Pop culture obsessives writing for the pop culture obsessed.
Pop culture obsessives writing for the pop culture obsessed.

UPA: The Jolly Frolics Collection

During the ’40s, a group of talented artists and writers who’d either been fired from or quit the animation factories at Walt Disney and Warner Bros. banded together to form United Productions Of America, and sparked a revolution in the cartoon business. Partly because of their tiny budgets, and partly because they believed that the major studios were wasting time and money chasing “realism,” UPA animators like John Hubley and Robert Cannon relied on abstraction and modernist design to make their cheap, stiff short films stand out. While Disney films looked like illustrations from 19th-century novels, and Warner Bros. and MGM were extending the tradition of slapstick two-reelers, the UPA team was occupying itself with dry, wry cartoons that looked and felt like a combination of New Yorker gags and children’s picture books. Before long, UPA shorts became staples at the Oscars, and even the usually stodgy Disney started loosening up its style to become more UPA-like. The UPA look became more of the norm for animation in the ’50s and ’60s, especially once studios started pumping out even cheaper cartoons for television.


And yet those original, industry-changing UPA shorts never found much of a home on TV the way the Warner, Disney, MGM, and Lantz cartoons did, because while UPA did feature some recurring characters—most notably Mr. Magoo and Dr. Seuss’ Gerald McBoing Boing—its most innovative work was eccentric and eclectic, and not always easily classifiable as “for kids.” That’s what makes the three-DVD UPA: The Jolly Frolics Collection so welcome. It’s not just that the shorts have been beautifully restored (though they have); it’s that they’re available to see at all, after decades of being consigned to the repertory circuit. There are so many classics here: Hubley’s gorgeously jazzy take on the old “Frankie & Johnny” legend, “Rooty Toot Toot;” Cannon’s faithfully chalky adaptation of Ludwig Bemelmans’ Madeline; William Hurtz bringing James Thurber to life in “The Unicorn In The Garden;” Ted Parmelee’s painterly, spooky, James Mason-narrated version of Edgar Allan Poe’s “The Tell-Tale Heart;” Cannon’s hilariously deadpan lesson in lawlessness “The Jaywalker;” and more.

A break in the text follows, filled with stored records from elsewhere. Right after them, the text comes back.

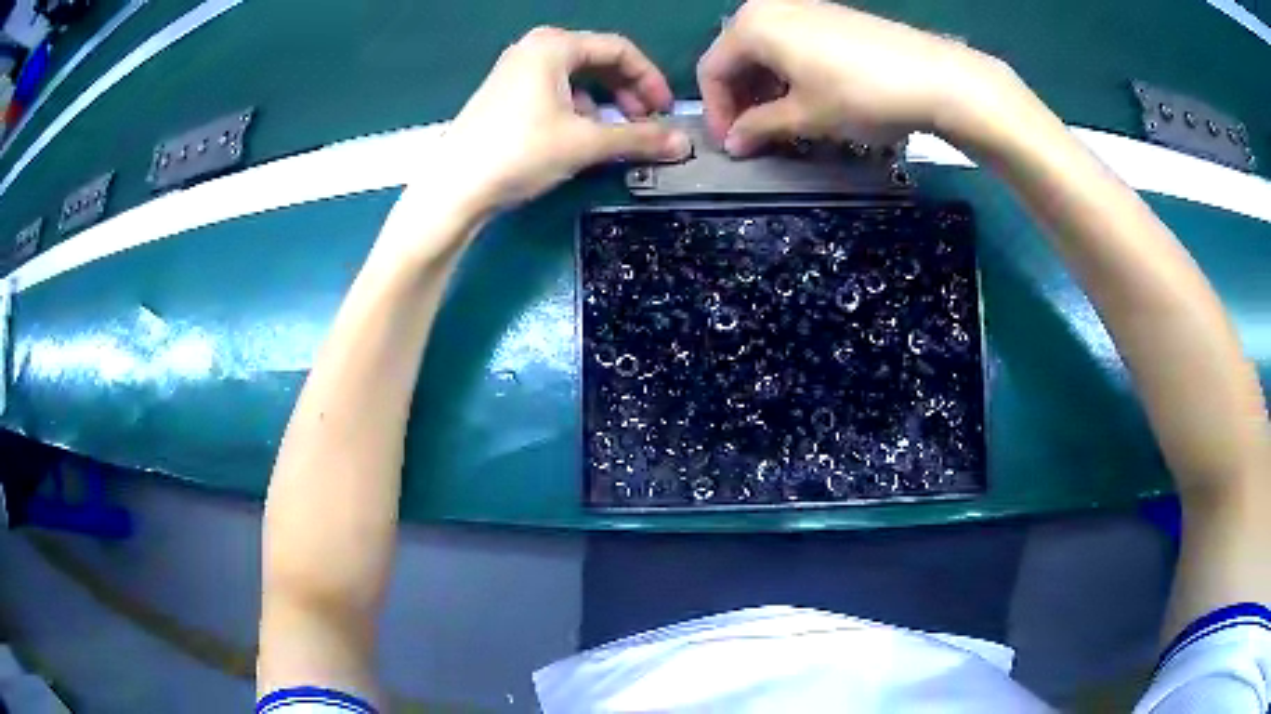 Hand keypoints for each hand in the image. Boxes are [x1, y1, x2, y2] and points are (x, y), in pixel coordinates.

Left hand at [440, 27, 691, 213]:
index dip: (650, 79)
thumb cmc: (519, 152)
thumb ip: (639, 138)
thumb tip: (684, 144)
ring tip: (616, 135)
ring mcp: (515, 71)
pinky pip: (555, 92)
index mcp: (554, 45)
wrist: (453, 189)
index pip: (619, 50)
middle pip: (598, 61)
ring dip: (605, 104)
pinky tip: (580, 137)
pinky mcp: (505, 96)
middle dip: (628, 92)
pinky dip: (578, 110)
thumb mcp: (586, 143)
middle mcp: (533, 49)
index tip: (666, 111)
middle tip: (646, 123)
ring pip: (576, 79)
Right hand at [697, 0, 1012, 155]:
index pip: (713, 70)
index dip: (718, 112)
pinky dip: (789, 74)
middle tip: (755, 137)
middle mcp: (769, 8)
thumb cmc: (860, 94)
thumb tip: (734, 142)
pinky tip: (807, 99)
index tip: (731, 146)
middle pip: (737, 57)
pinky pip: (792, 44)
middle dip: (740, 100)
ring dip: (764, 89)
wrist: (935, 77)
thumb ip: (760, 127)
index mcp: (751, 26)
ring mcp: (803, 8)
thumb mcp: (806, 117)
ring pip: (765, 51)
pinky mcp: (830, 17)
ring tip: (782, 124)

UPA wasn’t above formula. The company’s partners at Columbia Pictures urged UPA to keep bringing back Magoo and McBoing Boing, and even in its one-off shorts, UPA returned over and over to the subject of flustered suburban dads and their weirdo kids. (Some of these cartoons, such as Cannon’s suburbia-as-Wild West piece “Willie The Kid,” are brilliant; others are more pedestrian.) And UPA’s association with Columbia led to an early-’50s “purge” of leftists, including Hubley and future bestselling children’s book author P.D. Eastman, which had an impact on the quality of the work in the latter part of the decade. But that mainly means that the shorts on disc three of The Jolly Frolics Collection are downgraded from “brilliant” to “very good.” Even the late ’50s shorts designed to capitalize on the calypso/folk craze are vibrant and funny. UPA’s innovations became standardized quickly, but the original brand is flavorful in its own way, with a sensibility that’s at once humble and knowing.

Key features: A brief intro by Leonard Maltin, commentary by Maltin and Jerry Beck on selected shorts, and copious samples of original art and promotional materials.